*Action item*:
Except for the pictures, write out all the records that follow exactly.

*Supplied material*:
* * * * *

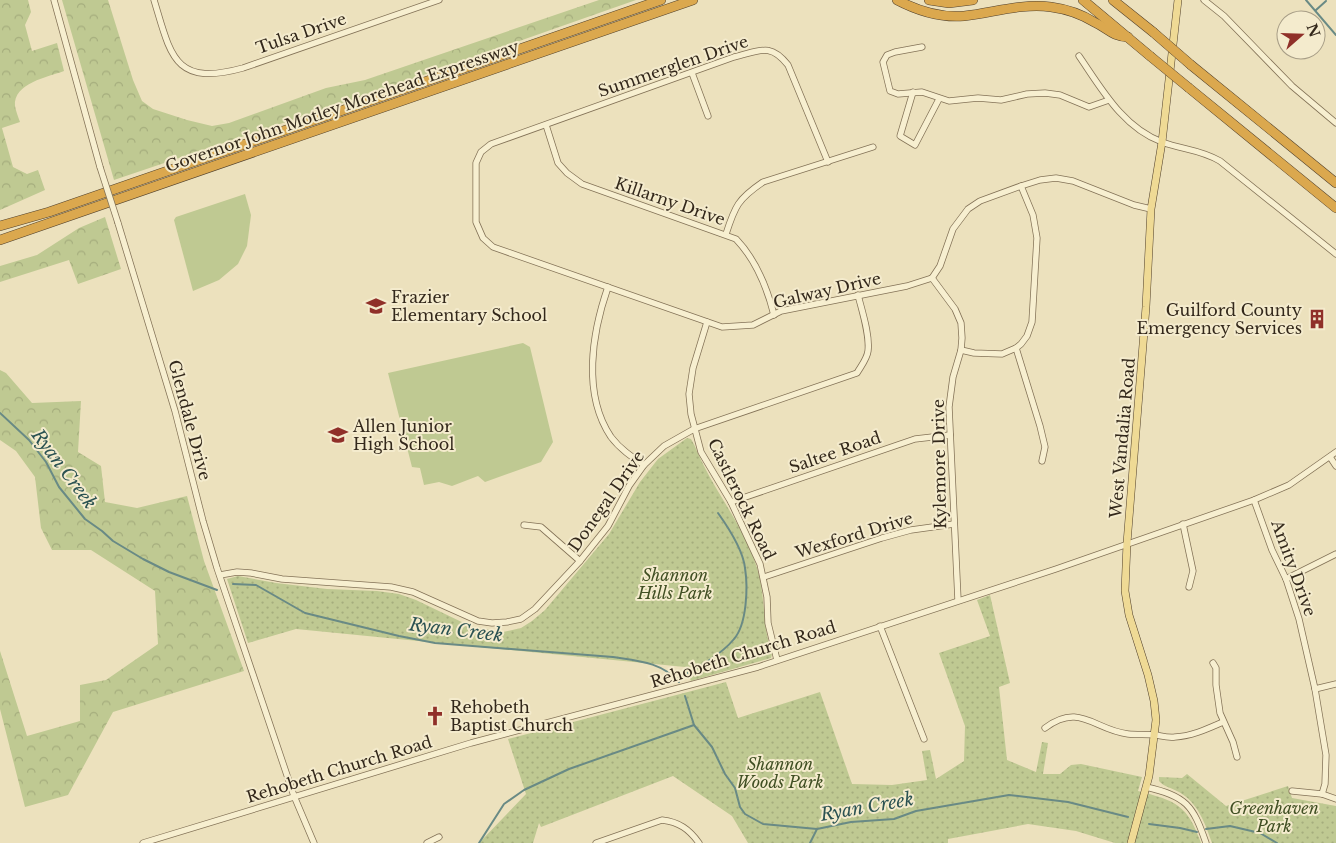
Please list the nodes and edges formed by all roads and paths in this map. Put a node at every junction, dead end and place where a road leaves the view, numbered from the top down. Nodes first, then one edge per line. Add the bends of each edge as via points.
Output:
1 (54, 0) edge
2 (155, 0) edge
3 (439, 0) edge
4 (662, 0) edge
5 (693, 0) edge
6 (898, 0) edge
7 (929, 0) edge
8 (973, 0) edge
9 (1083, 0) edge
10 (1114, 0) edge
11 (1178, 0) edge
12 (1204, 0) edge
13 (1128, 37) junction
14 (922, 48) dead end
15 (1079, 56) dead end
16 (692, 73) junction
17 (913, 92) junction
18 (939, 98) junction
19 (1109, 100) junction
20 (708, 116) dead end
21 (1336, 123) edge
22 (546, 125) junction
23 (1162, 142) junction
24 (491, 144) joint
25 (873, 147) dead end
26 (828, 162) junction
27 (1336, 183) edge
28 (1021, 186) junction
29 (1336, 208) edge
30 (1151, 209) junction
31 (0, 226) edge
32 (726, 234) junction
33 (0, 240) edge
34 (1336, 254) edge
35 (932, 278) junction
36 (608, 287) junction
37 (858, 295) junction
38 (774, 315) junction
39 (707, 322) junction
40 (1016, 348) junction
41 (960, 350) junction
42 (694, 429) junction
43 (950, 435) junction
44 (1336, 452) edge
45 (1330, 457) junction
46 (1042, 461) dead end
47 (644, 465) junction
48 (1336, 466) edge
49 (1254, 500) junction
50 (732, 502) junction
51 (954, 524) junction
52 (1183, 524) junction
53 (524, 525) dead end
54 (1128, 543) junction
55 (1336, 554) edge
56 (580, 561) junction
57 (220, 575) junction
58 (764, 577) junction
59 (1286, 578) junction
60 (1190, 587) dead end
61 (958, 600) junction
62 (880, 626) junction
63 (777, 660) junction
64 (1213, 663) dead end
65 (1336, 684) edge
66 (1315, 689) junction
67 (1223, 722) junction
68 (1045, 728) dead end
69 (1155, 735) junction
70 (924, 738) dead end
71 (1236, 757) dead end
72 (1146, 787) junction
73 (1292, 791) dead end
74 (1322, 794) junction
75 (294, 796) junction
76 (1336, 799) edge
77 (439, 837) dead end
78 (142, 843) edge
79 (314, 843) edge
80 (427, 843) edge
81 (596, 843) edge
82 (698, 843) edge
83 (1131, 843) edge
84 (1206, 843) edge

1 - 57 street, Glendale Drive, bridge
2 - 3 street, Tulsa Drive via 172,55 180,64 199,74 222,74
4 - 31 highway, Governor John Motley Morehead Expressway via 49,212
5 - 33 highway, Governor John Motley Morehead Expressway
6 - 13 highway via 925,12 950,16 1050,6 1082,15 1117,36
7 - 8 highway via 949,3
9 - 13 highway
10 - 27 highway, bridge
11 - 23 main road, West Vandalia Road
12 - 21 street via 1224,16 1292,86
13 - 29 highway, bridge
14 - 17 street via 887,54 883,62 890,91 898,94
15 - 19 street
16 - 20 street
16 - 22 street, Summerglen Drive
16 - 26 street, Summerglen Drive via 754,52 770,50 780,55 788,65
17 - 18 street
17 - 18 street via 900,136 915,145
18 - 19 street via 949,101 974,98 1001,100 1045,93 1060,95 1089,107
19 - 23 street via 1123,117
22 - 24 street, Summerglen Drive
22 - 32 street, Killarny Drive via 558,162 582,184
23 - 30 main road, West Vandalia Road
23 - 34 street via 1206,153 1220,161
24 - 36 street, Galway Drive via 481,152 476,163 476,222 483,238 493,247
25 - 26 street
26 - 32 street via 763,182 734,209
28 - 30 street via 1056,178 1073,181
28 - 35 street via 968,209 953,229 940,266
28 - 40 street via 1033,215 1037,261 1032,322 1027,336
30 - 54 main road, West Vandalia Road
32 - 38 street, Killarny Drive via 747,251
35 - 37 street, Galway Drive
35 - 41 street, Kylemore Drive via 955,309 961,323
36 - 39 street, Galway Drive
36 - 47 street via 594,339 592,365 596,398 612,438
37 - 38 street, Galway Drive
37 - 42 street, Donegal Drive via 868,352 857,372
38 - 39 street, Galway Drive via 745,326 722,327
39 - 42 street, Castlerock Road via 689,394
40 - 41 street via 993,355
40 - 46 street via 1045,447
41 - 43 street, Kylemore Drive via 950,399
42 - 47 street, Donegal Drive via 664,446
42 - 50 street, Castlerock Road via 701,452
43 - 50 street, Saltee Road via 915,439
43 - 51 street, Kylemore Drive
44 - 45 street, Rehobeth Church Road
45 - 48 street
45 - 49 street, Rehobeth Church Road via 1289,486
47 - 56 street, Donegal Drive via 608,526
49 - 52 street, Rehobeth Church Road
49 - 59 street, Amity Drive
50 - 58 street, Castlerock Road
51 - 58 street, Wexford Drive via 882,538
51 - 61 street, Kylemore Drive
52 - 54 street, Rehobeth Church Road
52 - 60 street via 1193,571
53 - 56 street via 541,527
54 - 61 street, Rehobeth Church Road
54 - 69 main road, West Vandalia Road via 1125,591 1154,701
55 - 59 street
56 - 57 street, Donegal Drive via 535,609 521,618 492,623 478,621 413,592 391,587 282,579 251,572
57 - 75 street, Glendale Drive
58 - 63 street, Castlerock Road via 768,623
59 - 66 street, Amity Drive
61 - 62 street, Rehobeth Church Road
62 - 63 street, Rehobeth Church Road
62 - 70 street
63 - 75 street, Rehobeth Church Road via 471,743
64 - 67 street
65 - 66 street
66 - 74 street, Amity Drive via 1326,755
67 - 69 street via 1174,738
67 - 71 street via 1230,733
68 - 69 street via 1065,717 1083,718 1127,734
69 - 72 main road, West Vandalia Road
72 - 83 main road, West Vandalia Road
72 - 84 street via 1184,801 1198,821
73 - 74 street
74 - 76 street
75 - 78 street, Rehobeth Church Road
75 - 79 street, Glendale Drive
77 - 80 street
81 - 82 street via 662,820 674,821 686,828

* * * * *

*Solution to this exercise*:
Please list the nodes and edges formed by all roads and paths in this map. Put a node at every junction, dead end and place where a road leaves the view, numbered from the top down. Nodes first, then one edge per line. Add the bends of each edge as via points.
Output:
1 (54, 0) edge
2 (155, 0) edge
3 (439, 0) edge
4 (662, 0) edge
5 (693, 0) edge
6 (898, 0) edge
7 (929, 0) edge
8 (973, 0) edge
9 (1083, 0) edge
10 (1114, 0) edge
11 (1178, 0) edge
12 (1204, 0) edge
13 (1128, 37) junction
14 (922, 48) dead end
15 (1079, 56) dead end
16 (692, 73) junction
17 (913, 92) junction
18 (939, 98) junction
19 (1109, 100) junction
20 (708, 116) dead end
21 (1336, 123) edge
22 (546, 125) junction
23 (1162, 142) junction
24 (491, 144) joint
25 (873, 147) dead end
26 (828, 162) junction
27 (1336, 183) edge
28 (1021, 186) junction
29 (1336, 208) edge
30 (1151, 209) junction
31 (0, 226) edge
32 (726, 234) junction
33 (0, 240) edge
34 (1336, 254) edge
35 (932, 278) junction
36 (608, 287) junction
37 (858, 295) junction
38 (774, 315) junction
39 (707, 322) junction
40 (1016, 348) junction
41 (960, 350) junction
42 (694, 429) junction
43 (950, 435) junction
44 (1336, 452) edge
45 (1330, 457) junction
46 (1042, 461) dead end
47 (644, 465) junction
48 (1336, 466) edge
49 (1254, 500) junction
50 (732, 502) junction
51 (954, 524) junction
52 (1183, 524) junction
53 (524, 525) dead end
54 (1128, 543) junction
55 (1336, 554) edge
56 (580, 561) junction
57 (220, 575) junction
58 (764, 577) junction
59 (1286, 578) junction
60 (1190, 587) dead end
61 (958, 600) junction
62 (880, 626) junction
63 (777, 660) junction
64 (1213, 663) dead end
65 (1336, 684) edge
66 (1315, 689) junction
67 (1223, 722) junction
68 (1045, 728) dead end
69 (1155, 735) junction
70 (924, 738) dead end
71 (1236, 757) dead end
72 (1146, 787) junction
73 (1292, 791) dead end
74 (1322, 794) junction
75 (294, 796) junction
76 (1336, 799) edge
77 (439, 837) dead end
78 (142, 843) edge
79 (314, 843) edge
80 (427, 843) edge
81 (596, 843) edge
82 (698, 843) edge
83 (1131, 843) edge
84 (1206, 843) edge

1 - 57 street, Glendale Drive, bridge
2 - 3 street, Tulsa Drive via 172,55 180,64 199,74 222,74
4 - 31 highway, Governor John Motley Morehead Expressway via 49,212
5 - 33 highway, Governor John Motley Morehead Expressway
6 - 13 highway via 925,12 950,16 1050,6 1082,15 1117,36
7 - 8 highway via 949,3
9 - 13 highway
10 - 27 highway, bridge
11 - 23 main road, West Vandalia Road
12 - 21 street via 1224,16 1292,86
13 - 29 highway, bridge
14 - 17 street via 887,54 883,62 890,91 898,94
15 - 19 street
16 - 20 street
16 - 22 street, Summerglen Drive
16 - 26 street, Summerglen Drive via 754,52 770,50 780,55 788,65
17 - 18 street
17 - 18 street via 900,136 915,145
18 - 19 street via 949,101 974,98 1001,100 1045,93 1060,95 1089,107
19 - 23 street via 1123,117
22 - 24 street, Summerglen Drive
22 - 32 street, Killarny Drive via 558,162 582,184
23 - 30 main road, West Vandalia Road
23 - 34 street via 1206,153 1220,161
24 - 36 street, Galway Drive via 481,152 476,163 476,222 483,238 493,247
25 - 26 street
26 - 32 street via 763,182 734,209
28 - 30 street via 1056,178 1073,181
28 - 35 street via 968,209 953,229 940,266
28 - 40 street via 1033,215 1037,261 1032,322 1027,336
30 - 54 main road, West Vandalia Road
32 - 38 street, Killarny Drive via 747,251
35 - 37 street, Galway Drive
35 - 41 street, Kylemore Drive via 955,309 961,323
36 - 39 street, Galway Drive
36 - 47 street via 594,339 592,365 596,398 612,438
37 - 38 street, Galway Drive
37 - 42 street, Donegal Drive via 868,352 857,372
38 - 39 street, Galway Drive via 745,326 722,327
39 - 42 street, Castlerock Road via 689,394
40 - 41 street via 993,355
40 - 46 street via 1045,447
41 - 43 street, Kylemore Drive via 950,399
42 - 47 street, Donegal Drive via 664,446
42 - 50 street, Castlerock Road via 701,452
43 - 50 street, Saltee Road via 915,439
43 - 51 street, Kylemore Drive
44 - 45 street, Rehobeth Church Road
45 - 48 street
45 - 49 street, Rehobeth Church Road via 1289,486
47 - 56 street, Donegal Drive via 608,526
49 - 52 street, Rehobeth Church Road
49 - 59 street, Amity Drive
50 - 58 street, Castlerock Road
51 - 58 street, Wexford Drive via 882,538
51 - 61 street, Kylemore Drive
52 - 54 street, Rehobeth Church Road
52 - 60 street via 1193,571
53 - 56 street via 541,527
54 - 61 street, Rehobeth Church Road
54 - 69 main road, West Vandalia Road via 1125,591 1154,701
55 - 59 street
56 - 57 street, Donegal Drive via 535,609 521,618 492,623 478,621 413,592 391,587 282,579 251,572
57 - 75 street, Glendale Drive
58 - 63 street, Castlerock Road via 768,623
59 - 66 street, Amity Drive
61 - 62 street, Rehobeth Church Road
62 - 63 street, Rehobeth Church Road
62 - 70 street
63 - 75 street, Rehobeth Church Road via 471,743
64 - 67 street
65 - 66 street
66 - 74 street, Amity Drive via 1326,755
67 - 69 street via 1174,738
67 - 71 street via 1230,733
68 - 69 street via 1065,717 1083,718 1127,734
69 - 72 main road, West Vandalia Road
72 - 83 main road, West Vandalia Road
72 - 84 street via 1184,801 1198,821
73 - 74 street
74 - 76 street
75 - 78 street, Rehobeth Church Road
75 - 79 street, Glendale Drive
77 - 80 street
81 - 82 street via 662,820 674,821 686,828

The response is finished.